The European Union ministers of sport  (100 of them) met in May.  The ISF where represented by Guy Fusenig (Luxemburg) and Laurent Petrynka (France). The main themes were: access to sport; promotion of PE time; integration; and anti-doping. The Executive welcomed this report and agreed that it was important for the ISF to maintain its visibility at similar high profile events.

A result of the new policy of linking with the major organisations is the success of the ISF application for funding from the European Erasmus+ project Pro Safe sports for Young Athletes (PSS). The project officially starts on 1 January and ends 30 June 20 15

Under the agenda heading of the marketing and communications working group the committee learned about the HAVAS report on the ISF. The focus of the report was on the ISF mission and the position of the ISF. Major areas for discussion were: developing the theme of ISF ‘we are school sport’ and of course the associated message of educating through sport as a mission.

Various building blocks to assist development will be important, notably:

  1. Developing the mission.
  2. Incorporating the mission into the website, ISF events and ISF communications.
  3. The new ‘memorandum of understanding” with the International Olympic Academy.
  4. The potential for a one off school sports forum to be staged in Chile in May 2014.
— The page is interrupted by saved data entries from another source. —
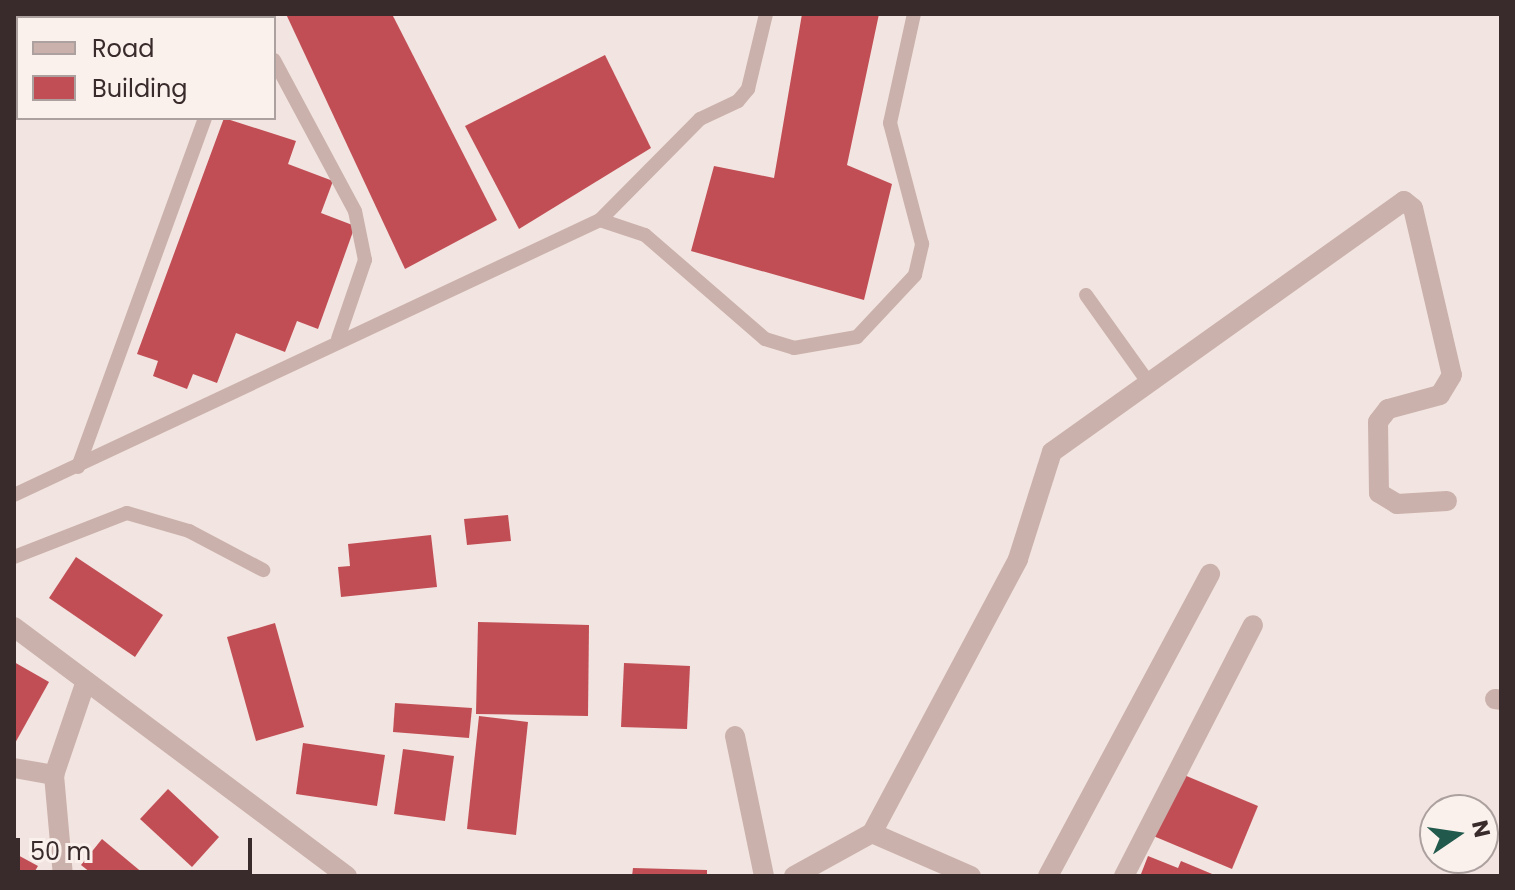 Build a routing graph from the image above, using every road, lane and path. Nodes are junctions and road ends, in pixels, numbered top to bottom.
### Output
1 (766, 14) edge
2 (914, 14) edge
3 (276, 64) edge
4 (204, 120) edge
5 (600, 220) junction
6 (1086, 295) dead end
7 (338, 339) junction
8 (1148, 382) junction
9 (78, 467) junction
10 (14, 495) edge
11 (1447, 501) dead end
12 (14, 557) edge
13 (263, 570) dead end
14 (1210, 574) dead end
15 (1253, 625) dead end
16 (14, 627) edge
17 (86, 681) junction
18 (735, 736) dead end
19 (14, 768) edge
20 (54, 775) junction
21 (872, 833) junction
22 (63, 876) edge
23 (347, 876) edge
24 (764, 876) edge
25 (794, 876) edge
26 (971, 876) edge
27 (1048, 876) edge
28 (1124, 876) edge

1 - 5 lane
2 - 5 lane
3 - 7 lane
4 - 9 lane
5 - 7 lane
6 - 8 lane
7 - 9 lane
8 - 11 street
8 - 21 street
9 - 10 lane
12 - 13 lane
14 - 27 street
15 - 28 street
16 - 17 street
17 - 20 street
17 - 23 street
18 - 24 street
19 - 20 street
20 - 22 street
21 - 25 street
21 - 26 street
The current ISF logo is also likely to be changed. An ISF newsletter is also being considered. The appointment of an ISF  “community manager” to develop marketing communications into the wider school sport world – including managing the social network community. The aspiration being that the website would refocus on school students but would also have sections for ISF management as a present.

A commercial plan will be developed to attract potential sponsors.

It was then announced that a new sponsorship agreement has been signed with Kinder. The sponsorship will be worth 240,000 Euros and will run from 9 January 2014 to December 2017.

Event Bids

The executive were then required to consider the various bids to stage ISF events. In most cases this required a vote by the committee as we were usually considering more than one host for an event.

Final agreements included:

  • Badminton – Malta 2016
  • Cross-country – Hungary 2016
  • Futsall  – Croatia 2016
  • Handball- France 2016
  • Alpine skiing – Italy 2016
  • Table tennis – Israel 2016
  • Volleyball – Serbia 2016
  • 3v3 Basketball- Estonia 2016
  • Gymnasiade – Turkey 2016

Continental policy

There was some discussion about staging a continental policy meeting one day earlier than the general assembly meeting in Besancon Information is likely to be sent out about such a meeting you in January or February.

Miscellaneous papers

The executive also considered various papers and indeed presentations covering a range of issues: the Mexican obesity project and a possibility of a future ISF meeting in Mexico to consider this project.

We had an interesting presentation from a Florida University on a Global view of childhood obesity  using very practical ideas and terminology for young children.

Review of each of the 2013 ISF Events

Each event was discussed with those reports being presented by the relevant ISF technical commission and in some cases also by the local organising committee. These reports do assist in developing the guidelines for the future. In general events have been a successful. Sadly, there where also some real difficulties in 50% of the events.

New members countries

Applications for new membership of the ISF from Peru, the Dominican Republic and Georgia

I do hope that all these materialise and that the countries concerned can attend the General Assembly in Besancon, France in June 2014.

Finally, a reminder that this blog only contains my own personal observations of the meeting. The official minutes of the meeting will become available in due course.